I realize that I haven’t written anything pregnancy or infertility related in quite some time (eek! Almost 4 weeks) but not for lack of something to say. Rather I have been full-on inundated in the horrifying reality of potty training. And it sucks.
So . . . starting about 6 or 7 months ago when it looked like this baby might stick around – I had this amazing plan. I assumed that my son would start preschool in September, giving him two months to get used to going to school while also giving me some time with the new baby once he arrived at the end of October. It was an awesome plan. And I smugly thought that I was pretty smart having figured out all the timing as well as doing the leg work of making other little friends who would be in my son’s classroom. Of course, it all sounded impressive . . . until I realized that my son had to be potty trained to attend. And even then I didn’t find out about the potty training requirement until about a month or two before class started. Well, shit I thought. Literally, shit.
And up to that point I really had been non-aggressive towards potty training, mostly because my son hadn’t exhibited all of the “signs” indicating he was ready. Plus, I had read somewhere that the average age for boys to become potty trained was around 3 and a half, which was my son’s age exactly. I seriously thought that when he was ready, either I would know or he would clue me in somehow – ideally coming to me and asking for some new superhero underwear claiming loudly that he was ready to use the potty like a big boy! Sometimes I don’t know where I get these fantastical ideas. . .
So I panicked. All of a sudden I had this extra pressure to get him potty trained so he could attend school early enough without associating it with the baby or some sort of punishment. So, I stuck him into star wars underwear and hoped for the best. That was 8 weeks ago. The underwear did not go well. I finally realized that he wasn’t ready when he peed in his underwear, moved two feet to the right, and then kept on playing like nothing had ever happened. It wasn’t the sign I was hoping for. We tried the underwear thing at least one more time with no success. Fast-forward 4 weeks, and we decided to try something new. I had heard plenty of moms recommend naked time, and we decided to see if it would work – even though by this point the preschool had already started. (I still had hope that he could miraculously learn to the use the potty and then enroll a month late. . . ) We settled him outside (naked) and he peed in the potty like a champ. I couldn’t believe it! Plus, the transition from peeing outside to peeing inside was easy. I absolutely could not believe it. I started to get my hopes up again – this peeing thing had been so easy, surely pooping wasn’t that far off for us!

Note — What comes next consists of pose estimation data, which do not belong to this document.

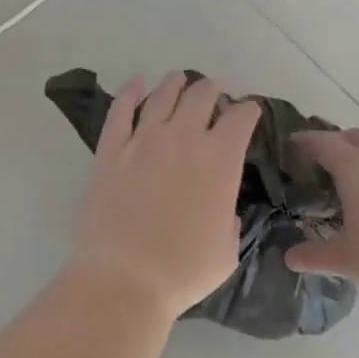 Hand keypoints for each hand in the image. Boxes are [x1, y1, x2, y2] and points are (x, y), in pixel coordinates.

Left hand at [67, 72, 260, 318]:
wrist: (124, 277)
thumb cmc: (184, 271)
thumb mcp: (228, 248)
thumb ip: (229, 217)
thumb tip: (222, 206)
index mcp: (220, 160)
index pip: (241, 118)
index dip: (248, 110)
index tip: (248, 112)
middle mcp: (183, 138)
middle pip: (201, 95)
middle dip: (213, 91)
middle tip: (214, 94)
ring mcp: (142, 140)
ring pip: (162, 95)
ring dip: (176, 84)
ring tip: (180, 80)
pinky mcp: (109, 150)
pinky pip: (120, 110)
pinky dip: (130, 92)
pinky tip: (137, 82)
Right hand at [285, 128, 358, 317]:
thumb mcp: (348, 261)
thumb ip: (315, 256)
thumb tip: (289, 258)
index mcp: (355, 168)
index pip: (322, 143)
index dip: (304, 141)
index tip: (292, 145)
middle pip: (355, 137)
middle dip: (336, 144)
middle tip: (322, 164)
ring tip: (356, 184) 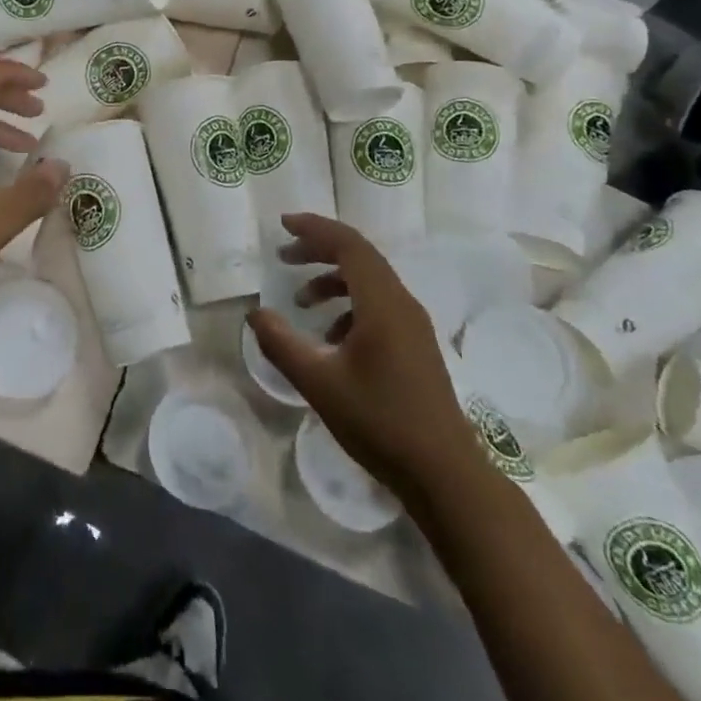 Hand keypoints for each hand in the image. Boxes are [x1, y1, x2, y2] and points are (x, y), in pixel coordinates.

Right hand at [248, 215, 475, 490]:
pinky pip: (379, 305)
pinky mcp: (417, 345)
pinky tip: (330, 337)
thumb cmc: (380, 423)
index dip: (314, 228)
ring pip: (370, 282)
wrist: (445, 476)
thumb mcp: (319, 383)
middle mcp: (402, 304)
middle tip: (284, 255)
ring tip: (301, 300)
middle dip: (319, 250)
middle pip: (359, 257)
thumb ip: (282, 344)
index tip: (283, 225)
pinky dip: (349, 306)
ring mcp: (414, 325)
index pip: (348, 245)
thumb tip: (255, 314)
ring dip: (333, 280)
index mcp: (382, 303) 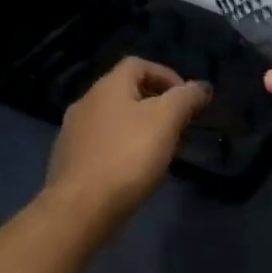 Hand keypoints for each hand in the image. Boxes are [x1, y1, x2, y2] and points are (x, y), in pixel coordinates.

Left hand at [45, 57, 211, 223]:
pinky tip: (134, 170)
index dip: (167, 75)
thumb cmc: (128, 157)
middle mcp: (85, 103)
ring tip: (160, 150)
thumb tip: (202, 86)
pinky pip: (102, 144)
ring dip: (139, 127)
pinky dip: (122, 148)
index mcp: (107, 87)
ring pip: (114, 120)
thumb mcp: (166, 121)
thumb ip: (186, 98)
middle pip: (125, 91)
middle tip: (178, 126)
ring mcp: (73, 133)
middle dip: (156, 104)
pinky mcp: (70, 161)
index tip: (187, 100)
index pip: (138, 64)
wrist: (81, 208) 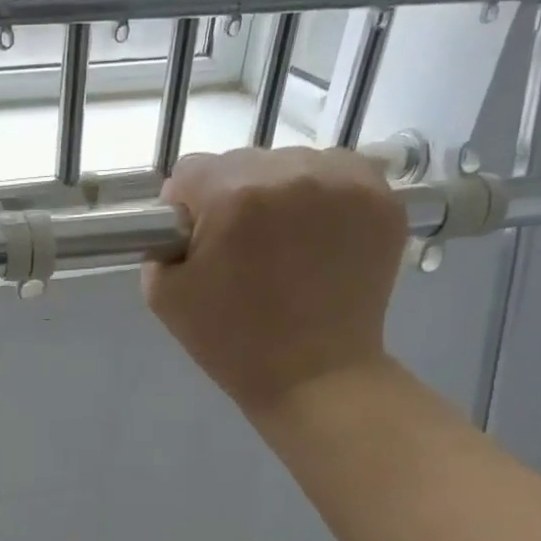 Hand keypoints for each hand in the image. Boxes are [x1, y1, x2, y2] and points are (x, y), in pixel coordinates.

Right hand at [144, 147, 407, 416]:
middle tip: (241, 249)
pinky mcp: (381, 197)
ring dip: (278, 194)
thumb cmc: (231, 341)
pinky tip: (318, 236)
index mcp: (232, 195)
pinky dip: (322, 197)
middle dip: (231, 198)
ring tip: (284, 244)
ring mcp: (344, 181)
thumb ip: (159, 242)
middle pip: (241, 163)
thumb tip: (180, 218)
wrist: (314, 376)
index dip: (185, 208)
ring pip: (290, 164)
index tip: (195, 241)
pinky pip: (337, 173)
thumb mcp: (164, 295)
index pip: (190, 172)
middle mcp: (290, 172)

I think at this point it is probably clear that I have no idea what I’m doing. My son did not just “take” to pooping in the potty like a pro. He has resisted pooing in the potty despite all of our best efforts to convince him otherwise. We have tried candy, outside incentives (like going to a friend’s house), and endless discussions about how all animals and people have to go poop. I have showed him my own poo, we’ve read books, and we pretend that stuffed animals go poo on the potty everyday. And honestly, I am sick and tired of it all. If my son had a choice, I’m pretty sure he would pee and poop in an diaper everyday because he has realized that it is way more convenient than using the potty like a big boy. It also doesn’t help that my child is extremely strong willed and has started to withhold his poop so that he can have total control over the situation. We have (once again) switched tactics by offering a diaper when he has to poo, but we have had very little success with this strategy either. *sigh*
And my emotions during this little endeavor are best characterized as total frustration while being forced to pretend that I am happy and optimistic about pooping in the potty. It is so discouraging, and I admit I feel defeated. I finally had to accept the fact that my little preschool plan is over. He will now have to attend daycare twice a week so that I don’t go insane while having two kids in the house at the same time. I wish that my son was ready to poo in the potty, but it’s just not going to happen the way I thought it would. We’ll keep trying, but I’m not expecting miracles at this point – especially with the new baby on the way and regression a definite possibility. I’m going to have to keep my expectations within manageable levels. I know that everyone says to enjoy it while it lasts, but if I could – I would gladly skip this phase altogether!